● Task
Check each line of the entries below for the word "roads", then state how many lines have it and nothing more.
____
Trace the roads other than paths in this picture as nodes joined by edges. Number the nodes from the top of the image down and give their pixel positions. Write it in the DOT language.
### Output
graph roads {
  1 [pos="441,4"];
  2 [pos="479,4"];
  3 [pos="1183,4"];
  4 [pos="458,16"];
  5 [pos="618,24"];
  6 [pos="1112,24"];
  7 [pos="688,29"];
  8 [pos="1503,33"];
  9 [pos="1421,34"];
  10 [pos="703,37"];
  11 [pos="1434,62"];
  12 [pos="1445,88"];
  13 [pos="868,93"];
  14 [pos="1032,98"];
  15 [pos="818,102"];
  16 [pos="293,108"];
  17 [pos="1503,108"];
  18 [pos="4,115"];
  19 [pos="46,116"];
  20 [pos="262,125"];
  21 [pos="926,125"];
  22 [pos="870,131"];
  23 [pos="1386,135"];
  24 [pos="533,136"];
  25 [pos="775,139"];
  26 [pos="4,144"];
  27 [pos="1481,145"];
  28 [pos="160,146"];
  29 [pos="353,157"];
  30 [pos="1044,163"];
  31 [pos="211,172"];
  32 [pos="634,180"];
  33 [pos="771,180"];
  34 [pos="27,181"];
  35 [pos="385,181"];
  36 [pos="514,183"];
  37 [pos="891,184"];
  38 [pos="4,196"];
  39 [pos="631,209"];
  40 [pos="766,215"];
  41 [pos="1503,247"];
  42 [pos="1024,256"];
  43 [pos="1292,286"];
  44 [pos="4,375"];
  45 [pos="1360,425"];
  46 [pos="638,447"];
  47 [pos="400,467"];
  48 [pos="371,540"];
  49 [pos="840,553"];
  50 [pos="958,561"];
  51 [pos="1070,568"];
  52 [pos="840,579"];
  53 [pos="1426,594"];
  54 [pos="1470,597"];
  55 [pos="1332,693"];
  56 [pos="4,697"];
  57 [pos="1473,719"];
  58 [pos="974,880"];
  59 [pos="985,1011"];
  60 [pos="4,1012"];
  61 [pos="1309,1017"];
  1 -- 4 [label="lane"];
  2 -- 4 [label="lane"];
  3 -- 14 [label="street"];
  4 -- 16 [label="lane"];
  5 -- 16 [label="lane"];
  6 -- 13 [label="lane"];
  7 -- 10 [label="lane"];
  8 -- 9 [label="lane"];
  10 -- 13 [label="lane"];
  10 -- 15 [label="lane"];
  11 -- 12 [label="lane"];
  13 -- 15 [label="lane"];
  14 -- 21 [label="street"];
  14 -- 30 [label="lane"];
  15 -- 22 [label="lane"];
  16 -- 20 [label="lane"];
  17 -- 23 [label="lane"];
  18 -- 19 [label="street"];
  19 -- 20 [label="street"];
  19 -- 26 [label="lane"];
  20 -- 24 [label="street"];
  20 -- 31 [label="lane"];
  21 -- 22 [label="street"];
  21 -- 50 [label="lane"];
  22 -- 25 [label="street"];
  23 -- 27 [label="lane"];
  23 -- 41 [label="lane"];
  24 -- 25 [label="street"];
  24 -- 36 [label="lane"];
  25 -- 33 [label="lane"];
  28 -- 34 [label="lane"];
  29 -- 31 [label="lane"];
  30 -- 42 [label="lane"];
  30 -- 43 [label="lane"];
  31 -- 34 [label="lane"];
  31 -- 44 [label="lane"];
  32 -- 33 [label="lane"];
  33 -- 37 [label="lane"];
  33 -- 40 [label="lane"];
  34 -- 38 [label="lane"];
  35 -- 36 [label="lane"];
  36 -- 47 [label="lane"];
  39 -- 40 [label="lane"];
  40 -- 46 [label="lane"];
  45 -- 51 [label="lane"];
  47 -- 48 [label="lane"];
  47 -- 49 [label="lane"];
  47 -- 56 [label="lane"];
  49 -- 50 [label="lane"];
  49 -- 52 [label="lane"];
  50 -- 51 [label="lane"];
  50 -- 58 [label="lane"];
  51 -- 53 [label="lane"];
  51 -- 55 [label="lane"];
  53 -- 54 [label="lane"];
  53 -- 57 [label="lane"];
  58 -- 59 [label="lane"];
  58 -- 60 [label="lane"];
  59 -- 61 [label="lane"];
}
____
● Response
2